Alternatively, it may suggest that you need to get to the bottom of some matter. You need to stand up for yourself and your rights. To see someone depicted as a skeleton, signifies that your relationship with them [sic] is long dead.
Some strange skeletons are man-made, such as the “Fiji mermaid’s” skeleton that showman P. T. Barnum pieced together. It was part monkey and part fish, but Barnum passed it off as a siren such as those who harassed and tempted poor Odysseus. Another such skeleton, Live Science’s “Scientists Build 'Frankenstein' Neanderthal Skeleton” article explains, is one that anthropologists are assembling as “the first and only full-body reconstruction” of the Neanderthal “species.” The fossilized skeletal remains of two actual Neanderthals donated most of the bones for the project, the few missing bits and pieces coming from a half-dozen of their peers and a few lucky modern humans' skeletons. As a result of assembling their bony Frankenstein’s skeleton, the scientists learned a thing or two about Neanderthals that they hadn’t known before:
The biggest surprise by all means is that they have a rib cage radically different than a modern human's rib cage. . . . As we stood back, we noticed one interesting thing was that these are kind of a short, squat people. These guys had no waist at all--they were compact, dwarfy-like beings.

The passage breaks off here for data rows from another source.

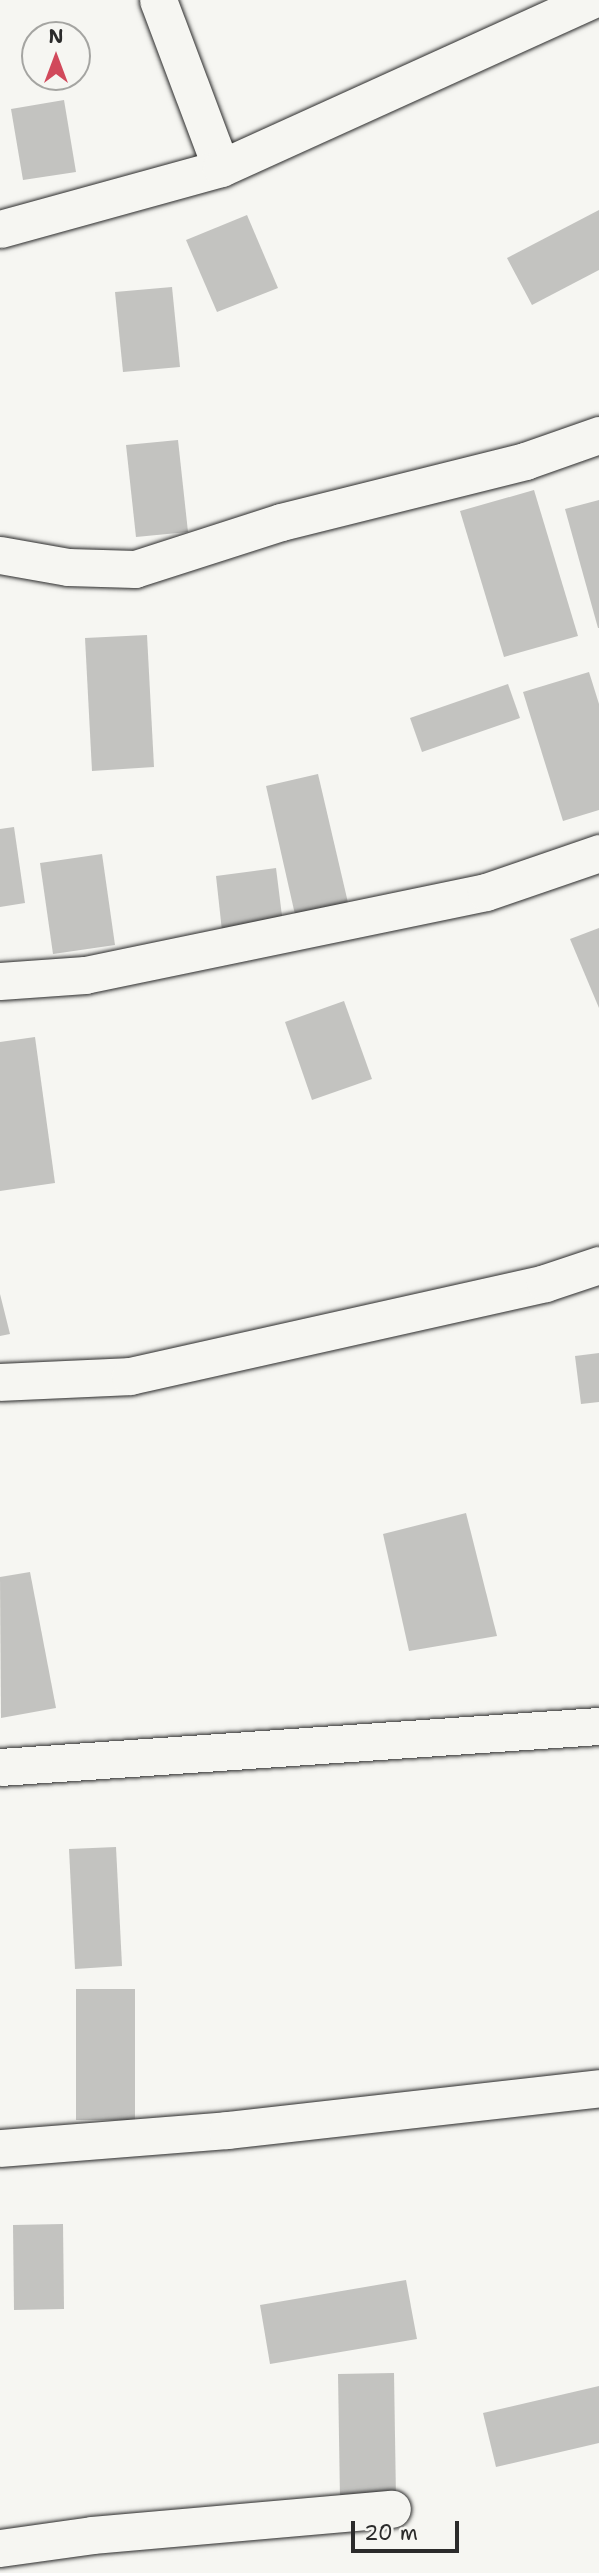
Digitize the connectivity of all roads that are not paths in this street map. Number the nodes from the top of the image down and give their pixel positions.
1 (158, 0) edge
2 (592, 0) edge
3 (221, 168) junction
4 (0, 229) edge
5 (599, 435) edge
6 (0, 555) edge
7 (599, 853) edge
8 (0, 981) edge
9 (599, 1265) edge
10 (0, 1382) edge
11 (599, 1726) edge
12 (0, 1767) edge
13 (599, 2088) edge
14 (0, 2148) edge
15 (393, 2508) dead end
16 (0, 2548) edge

1 - 3 street
2 - 3 street
3 - 4 street
5 - 6 street
7 - 8 street
9 - 10 street
11 - 12 street
13 - 14 street
15 - 16 street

The anthropologists also confirmed the scientific belief that modern humans couldn’t have descended from their Neanderthal cousins: “There is no way that modern humans. . . could have evolved from a species like Neanderthal. . . . They're certainly a cousin--they're human--but they're one of those strange little offshoots.
One other fact that the scientists learned is that the Neanderthals were amazingly strong, despite their Hobbit-like appearance: “"If you shook hands with one, he would turn your hand to pulp."

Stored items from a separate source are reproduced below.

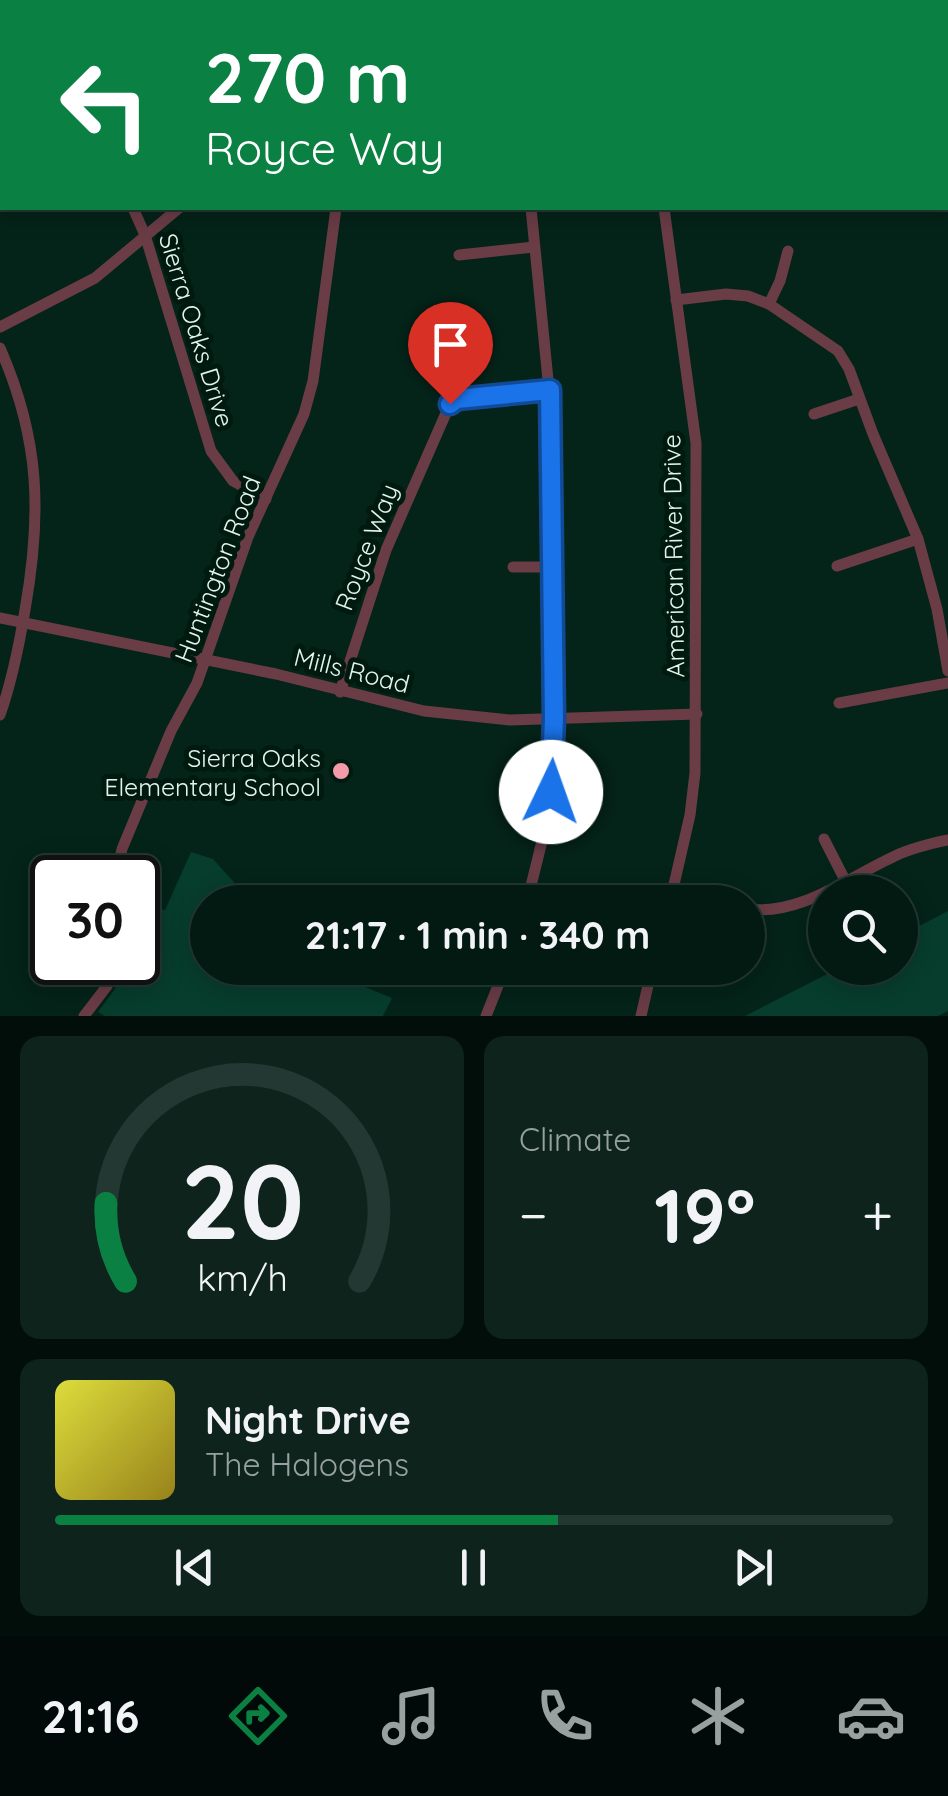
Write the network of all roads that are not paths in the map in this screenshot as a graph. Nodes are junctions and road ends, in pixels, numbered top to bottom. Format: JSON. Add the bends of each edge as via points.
{"nodes":[{"id":1,"x":134,"y":210,"type":"edge"},
{"id":2,"x":176,"y":210,"type":"edge"},
{"id":3,"x":336,"y":210,"type":"edge"},
{"id":4,"x":531,"y":210,"type":"edge"},
{"id":5,"x":664,"y":210,"type":"edge"},
{"id":6,"x":144,"y":234,"type":"junction"},
{"id":7,"x":534,"y":248,"type":"junction"},
{"id":8,"x":788,"y":251,"type":"dead end"},
{"id":9,"x":459,"y":254,"type":"dead end"},
{"id":10,"x":676,"y":300,"type":"junction"},
{"id":11,"x":769,"y":304,"type":"junction"},
{"id":12,"x":0,"y":327,"type":"edge"},
{"id":13,"x":0,"y":348,"type":"edge"},
{"id":14,"x":550,"y":390,"type":"junction"},
{"id":15,"x":859,"y":398,"type":"junction"},
{"id":16,"x":814,"y":414,"type":"dead end"},
{"id":17,"x":266,"y":499,"type":"junction"},
{"id":18,"x":918,"y":539,"type":"junction"},
{"id":19,"x":553,"y":566,"type":"junction"},
{"id":20,"x":837,"y":566,"type":"dead end"},
{"id":21,"x":513,"y":567,"type":"dead end"},
{"id":22,"x":0,"y":618,"type":"edge"},
{"id":23,"x":23,"y":622,"type":"junction"},
{"id":24,"x":206,"y":660,"type":"junction"},
{"id":25,"x":948,"y":671,"type":"edge"},
{"id":26,"x":948,"y":682,"type":"edge"},
{"id":27,"x":340,"y":692,"type":"junction"},
{"id":28,"x":839,"y":703,"type":"dead end"},
{"id":29,"x":698,"y":714,"type":"junction"},
{"id":30,"x":0,"y":715,"type":"edge"},
{"id":31,"x":554,"y":719,"type":"junction"},
{"id":32,"x":824,"y":839,"type":"dead end"},
{"id":33,"x":948,"y":840,"type":"edge"},
{"id":34,"x":122,"y":855,"type":"edge"},
{"id":35,"x":842,"y":875,"type":"edge"},
{"id":36,"x":855,"y":875,"type":"edge"},
{"id":37,"x":531,"y":885,"type":"edge"},
{"id":38,"x":675,"y":885,"type":"edge"},
{"id":39,"x":808,"y":897,"type":"edge"},
{"id":40,"x":765,"y":909,"type":"edge"},
{"id":41,"x":108,"y":985,"type":"edge"},
{"id":42,"x":498,"y":985,"type":"edge"},
{"id":43,"x":648,"y":985,"type":"edge"},
{"id":44,"x":84,"y":1016,"type":"edge"},
{"id":45,"x":486,"y":1016,"type":"edge"},
{"id":46,"x":642,"y":1016,"type":"edge"}],
"edges":[{"from":1,"to":6,"type":"street","name":"Sierra Oaks Drive"},
{"from":2,"to":6,"type":"street"},
{"from":3,"to":17,"type":"street","name":"Huntington Road","via":[[309,398]]},
{"from":4,"to":7,"type":"street"},
{"from":5,"to":10,"type":"street","name":"American River Drive"},
{"from":6,"to":12,"type":"street","via":[[95,278]]},
{"from":6,"to":17,"type":"street","name":"Sierra Oaks Drive","via":[[211,451],[233,481]]},
{"from":7,"to":9,"type":"street"},
{"from":7,"to":14,"type":"street"},
{"from":8,"to":11,"type":"street"},
{"from":10,"to":11,"type":"street","via":[[726,294]]},
{"from":10,"to":29,"type":"street","name":"American River Drive","via":[[696,442]]},
{"from":11,"to":15,"type":"street","via":[[833,346]]},
{"from":13,"to":23,"type":"street","via":[[24,409],[37,485]]},
{"from":14,"to":19,"type":"street"},
{"from":14,"to":27,"type":"street","name":"Royce Way","via":[[450,404],[386,550]]},
{"from":15,"to":16,"type":"street"},
{"from":15,"to":18,"type":"street"},
{"from":17,"to":24,"type":"street","name":"Huntington Road"},
{"from":18,"to":20,"type":"street"},
{"from":18,"to":25,"type":"street"},
{"from":19,"to":21,"type":"street"},
{"from":19,"to":31,"type":"street"},
{"from":22,"to":23,"type":"street","name":"Mills Road"},
{"from":23,"to":24,"type":"street","name":"Mills Road"},
{"from":23,"to":30,"type":"street"},
{"from":24,"to":27,"type":"street","name":"Mills Road"},
{"from":24,"to":34,"type":"street","name":"Huntington Road"},
{"from":26,"to":28,"type":"street"},
{"from":27,"to":31,"type":"street","name":"Mills Road","via":[[485,720]]},
{"from":29,"to":31,"type":"street","name":"Mills Road"},
{"from":29,"to":38,"type":"street","name":"American River Drive","via":[[690,815]]},
{"from":31,"to":37,"type":"street","via":[[551,792]]},
{"from":32,"to":35,"type":"street"},
{"from":33,"to":36,"type":"street","via":[[912,848]]},
{"from":39,"to":40,"type":"street"},
{"from":41,"to":44,"type":"street"},
{"from":42,"to":45,"type":"street"},
{"from":43,"to":46,"type":"street"}]}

Scientists believe that the discovery of dinosaurs by the ancients resulted in many of the legendary and mythical tales of fabulous and fantastic creatures, as the post on "How to Create Monstrous Monsters" explains. Such beasts are studied by cryptozoologists, whom no one appears to take seriously.
Occasionally, skeletons appear as antagonists in short stories and novels, including Perceval Landon’s “Thurnley Abbey” (1908), George MacDonald’s Lilith (1985), and Ray Bradbury’s “Skeleton” (1943).